[Stored data entries]
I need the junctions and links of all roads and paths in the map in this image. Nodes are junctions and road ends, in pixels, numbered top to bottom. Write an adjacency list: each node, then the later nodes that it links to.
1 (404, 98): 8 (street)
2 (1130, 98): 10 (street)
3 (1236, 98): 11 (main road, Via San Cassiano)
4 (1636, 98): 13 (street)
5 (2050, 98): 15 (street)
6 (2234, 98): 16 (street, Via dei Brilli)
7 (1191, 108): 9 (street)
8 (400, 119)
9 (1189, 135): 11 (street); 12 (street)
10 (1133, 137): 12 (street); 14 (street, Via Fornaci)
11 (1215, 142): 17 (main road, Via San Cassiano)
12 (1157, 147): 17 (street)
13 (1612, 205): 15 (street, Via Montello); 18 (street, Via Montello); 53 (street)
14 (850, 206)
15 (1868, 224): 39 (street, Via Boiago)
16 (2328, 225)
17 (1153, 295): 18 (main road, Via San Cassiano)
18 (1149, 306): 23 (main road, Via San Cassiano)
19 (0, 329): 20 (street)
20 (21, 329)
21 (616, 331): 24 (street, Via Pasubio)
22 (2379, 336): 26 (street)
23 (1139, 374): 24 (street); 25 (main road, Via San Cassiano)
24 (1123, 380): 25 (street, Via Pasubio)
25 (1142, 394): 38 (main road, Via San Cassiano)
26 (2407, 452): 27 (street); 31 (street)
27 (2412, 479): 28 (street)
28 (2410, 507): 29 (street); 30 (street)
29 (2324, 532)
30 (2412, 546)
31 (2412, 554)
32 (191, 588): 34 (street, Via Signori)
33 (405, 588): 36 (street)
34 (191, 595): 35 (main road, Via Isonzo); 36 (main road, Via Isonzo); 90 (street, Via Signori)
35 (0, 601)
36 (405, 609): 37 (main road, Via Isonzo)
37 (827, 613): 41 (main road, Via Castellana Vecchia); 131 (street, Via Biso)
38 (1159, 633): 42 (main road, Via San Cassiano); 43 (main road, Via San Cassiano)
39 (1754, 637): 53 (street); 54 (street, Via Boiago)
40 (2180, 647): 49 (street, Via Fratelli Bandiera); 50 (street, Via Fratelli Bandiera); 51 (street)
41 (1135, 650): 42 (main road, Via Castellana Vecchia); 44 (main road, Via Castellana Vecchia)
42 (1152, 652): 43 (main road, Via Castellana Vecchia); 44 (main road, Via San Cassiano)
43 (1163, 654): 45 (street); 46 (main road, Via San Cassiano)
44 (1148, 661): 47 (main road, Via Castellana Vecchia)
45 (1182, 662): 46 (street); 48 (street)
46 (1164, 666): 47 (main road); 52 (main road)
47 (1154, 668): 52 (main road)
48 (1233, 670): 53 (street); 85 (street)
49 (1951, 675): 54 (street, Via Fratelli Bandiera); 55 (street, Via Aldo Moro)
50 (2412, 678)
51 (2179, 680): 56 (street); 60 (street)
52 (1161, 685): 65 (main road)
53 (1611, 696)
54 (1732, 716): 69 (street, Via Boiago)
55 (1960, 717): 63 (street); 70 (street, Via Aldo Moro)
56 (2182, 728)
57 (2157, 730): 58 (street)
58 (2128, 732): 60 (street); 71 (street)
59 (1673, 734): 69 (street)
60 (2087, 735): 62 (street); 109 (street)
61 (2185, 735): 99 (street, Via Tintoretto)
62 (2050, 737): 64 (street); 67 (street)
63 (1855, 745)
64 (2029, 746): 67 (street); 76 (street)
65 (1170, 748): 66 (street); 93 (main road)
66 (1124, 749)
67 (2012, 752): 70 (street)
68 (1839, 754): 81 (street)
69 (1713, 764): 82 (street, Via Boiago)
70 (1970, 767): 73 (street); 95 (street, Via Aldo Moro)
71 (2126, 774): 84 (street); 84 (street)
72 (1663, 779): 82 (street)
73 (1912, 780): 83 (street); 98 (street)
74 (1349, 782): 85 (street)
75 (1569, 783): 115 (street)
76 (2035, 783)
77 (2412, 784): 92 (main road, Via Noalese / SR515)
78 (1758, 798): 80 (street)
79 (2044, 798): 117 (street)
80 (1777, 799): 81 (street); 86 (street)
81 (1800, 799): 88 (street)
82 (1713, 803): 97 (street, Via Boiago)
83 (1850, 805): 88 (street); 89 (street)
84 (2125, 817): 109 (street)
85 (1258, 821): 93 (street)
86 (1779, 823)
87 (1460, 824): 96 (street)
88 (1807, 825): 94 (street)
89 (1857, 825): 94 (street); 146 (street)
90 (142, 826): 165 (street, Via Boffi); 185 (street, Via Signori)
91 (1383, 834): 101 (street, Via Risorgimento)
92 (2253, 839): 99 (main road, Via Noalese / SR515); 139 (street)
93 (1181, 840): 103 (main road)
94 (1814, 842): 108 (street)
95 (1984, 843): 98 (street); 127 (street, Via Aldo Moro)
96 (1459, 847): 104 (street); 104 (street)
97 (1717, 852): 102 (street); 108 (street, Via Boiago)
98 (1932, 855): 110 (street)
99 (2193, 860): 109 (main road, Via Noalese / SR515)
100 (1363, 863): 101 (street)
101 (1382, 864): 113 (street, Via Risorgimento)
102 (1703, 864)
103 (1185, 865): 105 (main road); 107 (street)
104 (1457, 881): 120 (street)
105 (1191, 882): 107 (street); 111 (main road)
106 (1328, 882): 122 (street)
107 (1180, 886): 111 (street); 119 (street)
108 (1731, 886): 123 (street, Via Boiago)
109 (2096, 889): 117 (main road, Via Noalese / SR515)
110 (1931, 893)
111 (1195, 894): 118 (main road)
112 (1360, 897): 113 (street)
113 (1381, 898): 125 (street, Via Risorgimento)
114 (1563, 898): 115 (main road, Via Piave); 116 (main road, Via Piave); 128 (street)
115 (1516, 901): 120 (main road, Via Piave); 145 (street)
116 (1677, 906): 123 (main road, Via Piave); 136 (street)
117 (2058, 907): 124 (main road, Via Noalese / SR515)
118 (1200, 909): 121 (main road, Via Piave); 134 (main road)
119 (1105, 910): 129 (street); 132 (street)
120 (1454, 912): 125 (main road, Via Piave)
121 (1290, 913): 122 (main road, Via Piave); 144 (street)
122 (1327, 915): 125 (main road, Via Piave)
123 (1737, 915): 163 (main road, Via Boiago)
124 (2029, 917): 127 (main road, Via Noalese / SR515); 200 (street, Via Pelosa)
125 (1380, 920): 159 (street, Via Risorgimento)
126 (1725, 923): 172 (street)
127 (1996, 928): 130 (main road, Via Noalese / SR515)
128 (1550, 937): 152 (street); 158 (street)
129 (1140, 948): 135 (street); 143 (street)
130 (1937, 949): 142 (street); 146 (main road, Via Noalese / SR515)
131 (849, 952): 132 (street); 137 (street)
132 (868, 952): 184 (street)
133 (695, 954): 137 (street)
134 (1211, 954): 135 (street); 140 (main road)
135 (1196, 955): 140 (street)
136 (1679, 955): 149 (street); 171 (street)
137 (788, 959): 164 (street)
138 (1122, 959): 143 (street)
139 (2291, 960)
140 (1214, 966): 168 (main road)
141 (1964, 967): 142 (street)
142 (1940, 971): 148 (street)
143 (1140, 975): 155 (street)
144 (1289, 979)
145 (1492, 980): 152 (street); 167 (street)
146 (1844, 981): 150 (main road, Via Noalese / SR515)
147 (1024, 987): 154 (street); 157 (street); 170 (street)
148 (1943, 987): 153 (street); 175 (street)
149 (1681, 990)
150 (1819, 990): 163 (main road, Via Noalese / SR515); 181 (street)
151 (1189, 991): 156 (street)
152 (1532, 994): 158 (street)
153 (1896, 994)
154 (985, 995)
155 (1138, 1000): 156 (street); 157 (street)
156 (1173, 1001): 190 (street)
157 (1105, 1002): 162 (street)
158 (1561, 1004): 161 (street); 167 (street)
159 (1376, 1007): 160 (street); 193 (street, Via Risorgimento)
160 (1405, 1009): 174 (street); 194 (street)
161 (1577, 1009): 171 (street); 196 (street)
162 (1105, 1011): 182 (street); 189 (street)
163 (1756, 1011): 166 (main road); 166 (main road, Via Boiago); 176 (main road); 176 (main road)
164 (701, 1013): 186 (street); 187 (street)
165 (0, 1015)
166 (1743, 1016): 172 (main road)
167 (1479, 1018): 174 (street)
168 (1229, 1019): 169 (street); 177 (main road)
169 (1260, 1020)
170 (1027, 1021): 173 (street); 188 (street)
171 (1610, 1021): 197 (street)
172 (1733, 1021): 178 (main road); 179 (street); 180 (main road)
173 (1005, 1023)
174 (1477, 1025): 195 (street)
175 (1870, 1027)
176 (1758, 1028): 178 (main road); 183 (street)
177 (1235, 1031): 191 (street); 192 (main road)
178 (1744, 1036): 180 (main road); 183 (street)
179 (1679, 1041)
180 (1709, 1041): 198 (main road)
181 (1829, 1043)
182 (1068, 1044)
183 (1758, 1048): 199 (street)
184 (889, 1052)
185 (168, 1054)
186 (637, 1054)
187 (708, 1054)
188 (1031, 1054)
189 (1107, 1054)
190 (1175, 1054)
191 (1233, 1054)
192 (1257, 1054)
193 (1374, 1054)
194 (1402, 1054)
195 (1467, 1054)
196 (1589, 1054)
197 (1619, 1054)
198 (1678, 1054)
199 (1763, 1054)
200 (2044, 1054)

Activity - Search the data for the string "Moro". List each line that has it.

Output below -
49 (1951, 675): 54 (street, Via Fratelli Bandiera); 55 (street, Via Aldo Moro)
55 (1960, 717): 63 (street); 70 (street, Via Aldo Moro)
70 (1970, 767): 73 (street); 95 (street, Via Aldo Moro)
95 (1984, 843): 98 (street); 127 (street, Via Aldo Moro)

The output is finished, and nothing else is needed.